On the official website, you can play games actually used with ARC-AGI-3. Below is a test called ' wa30 '. Click 'START' to begin the game.

The following is a screenshot of the game screen. You can move your green character by clicking the directional keys, and you can also perform actions by clicking the 'SPACEBAR'. You can also control the game using the directional keys and spacebar on your keyboard.

Since the game rules are not explained, you have to figure out the basics by pressing buttons one by one, such as 'the green square is your character, and pressing the spacebar next to the blue square changes the black frame to a white frame, allowing you to move.'

'There's an area in the center where all three blue squares could fit, so maybe moving the squares there will clear the level?' I guessed, and continued playing the game.

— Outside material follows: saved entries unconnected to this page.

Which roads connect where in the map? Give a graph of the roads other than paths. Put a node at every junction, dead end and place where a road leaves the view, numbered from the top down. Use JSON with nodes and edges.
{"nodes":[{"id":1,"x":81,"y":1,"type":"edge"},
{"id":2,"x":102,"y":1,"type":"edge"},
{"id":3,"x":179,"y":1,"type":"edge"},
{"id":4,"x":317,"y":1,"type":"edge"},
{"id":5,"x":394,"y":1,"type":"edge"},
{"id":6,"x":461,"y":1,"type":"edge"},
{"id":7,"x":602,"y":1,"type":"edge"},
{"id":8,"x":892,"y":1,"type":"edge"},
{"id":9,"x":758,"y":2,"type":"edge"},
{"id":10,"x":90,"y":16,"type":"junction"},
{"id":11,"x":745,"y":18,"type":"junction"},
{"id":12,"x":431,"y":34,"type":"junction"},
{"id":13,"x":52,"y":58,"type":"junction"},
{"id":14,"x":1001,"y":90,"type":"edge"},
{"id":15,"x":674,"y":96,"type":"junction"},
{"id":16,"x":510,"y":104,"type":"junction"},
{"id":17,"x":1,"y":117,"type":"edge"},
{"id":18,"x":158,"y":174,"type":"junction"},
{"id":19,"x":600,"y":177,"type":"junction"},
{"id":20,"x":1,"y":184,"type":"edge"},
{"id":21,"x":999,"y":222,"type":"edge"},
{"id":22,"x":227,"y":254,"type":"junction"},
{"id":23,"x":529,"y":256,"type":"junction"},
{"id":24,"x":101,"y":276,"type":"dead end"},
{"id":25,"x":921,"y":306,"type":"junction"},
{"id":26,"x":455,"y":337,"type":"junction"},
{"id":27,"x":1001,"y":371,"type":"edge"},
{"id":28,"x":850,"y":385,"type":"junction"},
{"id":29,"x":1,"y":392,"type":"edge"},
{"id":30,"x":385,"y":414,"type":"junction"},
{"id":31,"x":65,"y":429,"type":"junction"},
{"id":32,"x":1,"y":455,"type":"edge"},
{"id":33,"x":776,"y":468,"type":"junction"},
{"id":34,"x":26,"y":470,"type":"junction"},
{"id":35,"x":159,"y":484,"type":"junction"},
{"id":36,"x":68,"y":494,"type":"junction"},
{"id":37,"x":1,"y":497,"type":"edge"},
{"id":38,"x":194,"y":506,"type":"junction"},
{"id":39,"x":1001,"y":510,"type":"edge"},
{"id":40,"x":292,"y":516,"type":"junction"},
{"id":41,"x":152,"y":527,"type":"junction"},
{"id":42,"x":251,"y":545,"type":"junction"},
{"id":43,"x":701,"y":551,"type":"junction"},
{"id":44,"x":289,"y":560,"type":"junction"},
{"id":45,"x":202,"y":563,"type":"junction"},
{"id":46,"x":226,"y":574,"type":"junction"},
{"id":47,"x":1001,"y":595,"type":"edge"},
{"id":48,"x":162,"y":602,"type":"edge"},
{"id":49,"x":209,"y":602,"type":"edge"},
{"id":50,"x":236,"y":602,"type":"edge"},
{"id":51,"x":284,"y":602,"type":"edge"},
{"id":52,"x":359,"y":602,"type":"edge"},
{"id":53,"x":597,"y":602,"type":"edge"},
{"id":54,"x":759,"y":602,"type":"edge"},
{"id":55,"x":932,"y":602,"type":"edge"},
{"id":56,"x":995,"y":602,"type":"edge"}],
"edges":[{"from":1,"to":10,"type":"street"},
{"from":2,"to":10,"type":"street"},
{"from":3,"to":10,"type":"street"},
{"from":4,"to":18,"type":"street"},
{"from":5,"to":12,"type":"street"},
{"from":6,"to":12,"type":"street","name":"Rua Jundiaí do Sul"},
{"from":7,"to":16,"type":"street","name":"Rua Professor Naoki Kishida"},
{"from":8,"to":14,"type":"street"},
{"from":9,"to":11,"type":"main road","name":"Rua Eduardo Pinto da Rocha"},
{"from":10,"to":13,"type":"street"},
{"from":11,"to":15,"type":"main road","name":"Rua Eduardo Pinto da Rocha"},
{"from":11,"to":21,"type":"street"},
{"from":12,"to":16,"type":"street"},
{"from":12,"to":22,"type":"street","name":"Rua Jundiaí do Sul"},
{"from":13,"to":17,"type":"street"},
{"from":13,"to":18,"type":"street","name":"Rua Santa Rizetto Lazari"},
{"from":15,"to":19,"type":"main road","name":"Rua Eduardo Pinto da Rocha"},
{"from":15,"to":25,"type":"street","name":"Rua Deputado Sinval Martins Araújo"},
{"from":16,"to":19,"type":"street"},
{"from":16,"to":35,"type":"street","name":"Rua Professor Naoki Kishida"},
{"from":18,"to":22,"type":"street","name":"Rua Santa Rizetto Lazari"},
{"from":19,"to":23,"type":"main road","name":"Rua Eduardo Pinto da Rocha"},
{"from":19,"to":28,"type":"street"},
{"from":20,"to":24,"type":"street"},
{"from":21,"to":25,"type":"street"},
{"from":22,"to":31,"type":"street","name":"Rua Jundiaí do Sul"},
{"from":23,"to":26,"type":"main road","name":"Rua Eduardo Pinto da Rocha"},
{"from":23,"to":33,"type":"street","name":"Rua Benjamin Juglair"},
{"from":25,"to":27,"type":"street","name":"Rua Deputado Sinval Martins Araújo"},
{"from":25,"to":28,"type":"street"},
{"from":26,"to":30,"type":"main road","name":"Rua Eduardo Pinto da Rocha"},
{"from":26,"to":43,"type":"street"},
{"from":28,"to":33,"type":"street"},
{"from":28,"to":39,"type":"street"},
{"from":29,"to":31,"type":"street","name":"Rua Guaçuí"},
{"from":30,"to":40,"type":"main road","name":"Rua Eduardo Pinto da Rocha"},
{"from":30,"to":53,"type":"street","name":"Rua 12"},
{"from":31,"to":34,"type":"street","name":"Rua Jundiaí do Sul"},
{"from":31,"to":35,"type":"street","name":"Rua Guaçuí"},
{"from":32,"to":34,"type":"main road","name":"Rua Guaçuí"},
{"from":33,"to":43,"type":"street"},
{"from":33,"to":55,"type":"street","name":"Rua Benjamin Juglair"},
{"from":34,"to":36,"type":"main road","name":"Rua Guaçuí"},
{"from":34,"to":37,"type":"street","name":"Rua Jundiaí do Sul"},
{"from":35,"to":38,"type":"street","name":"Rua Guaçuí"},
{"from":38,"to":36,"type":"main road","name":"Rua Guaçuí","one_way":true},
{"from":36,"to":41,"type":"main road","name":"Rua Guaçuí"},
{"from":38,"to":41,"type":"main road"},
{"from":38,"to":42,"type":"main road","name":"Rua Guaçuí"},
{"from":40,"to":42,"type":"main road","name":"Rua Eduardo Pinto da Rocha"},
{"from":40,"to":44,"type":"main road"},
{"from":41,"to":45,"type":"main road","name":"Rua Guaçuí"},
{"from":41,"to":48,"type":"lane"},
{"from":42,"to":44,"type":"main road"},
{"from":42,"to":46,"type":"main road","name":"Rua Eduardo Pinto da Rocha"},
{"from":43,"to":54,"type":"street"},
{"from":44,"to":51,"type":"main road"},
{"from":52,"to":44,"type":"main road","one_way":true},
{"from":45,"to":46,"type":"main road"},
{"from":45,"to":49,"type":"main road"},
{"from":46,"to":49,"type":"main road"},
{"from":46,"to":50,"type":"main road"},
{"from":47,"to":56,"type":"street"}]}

Once all the squares have been moved, the stage is cleared and 'LEVEL 2' begins. In the new stage, a mysterious orange square has appeared.

When I moved my character, I realized that the orange squares moved automatically and helped carry the blue squares.

In the next stage, the middle is divided by an impassable wall, and on the other side of the wall is an area to collect items and an automatically moving orange square. In this way, the ARC-AGI-3 test involves gradually understanding the rules through trial and error and clearing each stage.

After clearing all stages, 'VICTORY!!' was displayed.

There were several games available to play as a demo for ARC-AGI-3, and all of them were easy to understand immediately. However, the AI agent struggled with tasks that required understanding the rules and completing them without explicit instructions. While humans were able to complete all the games with 100% success, the AI scored very low, with most achieving 0% and the highest being 2.78%.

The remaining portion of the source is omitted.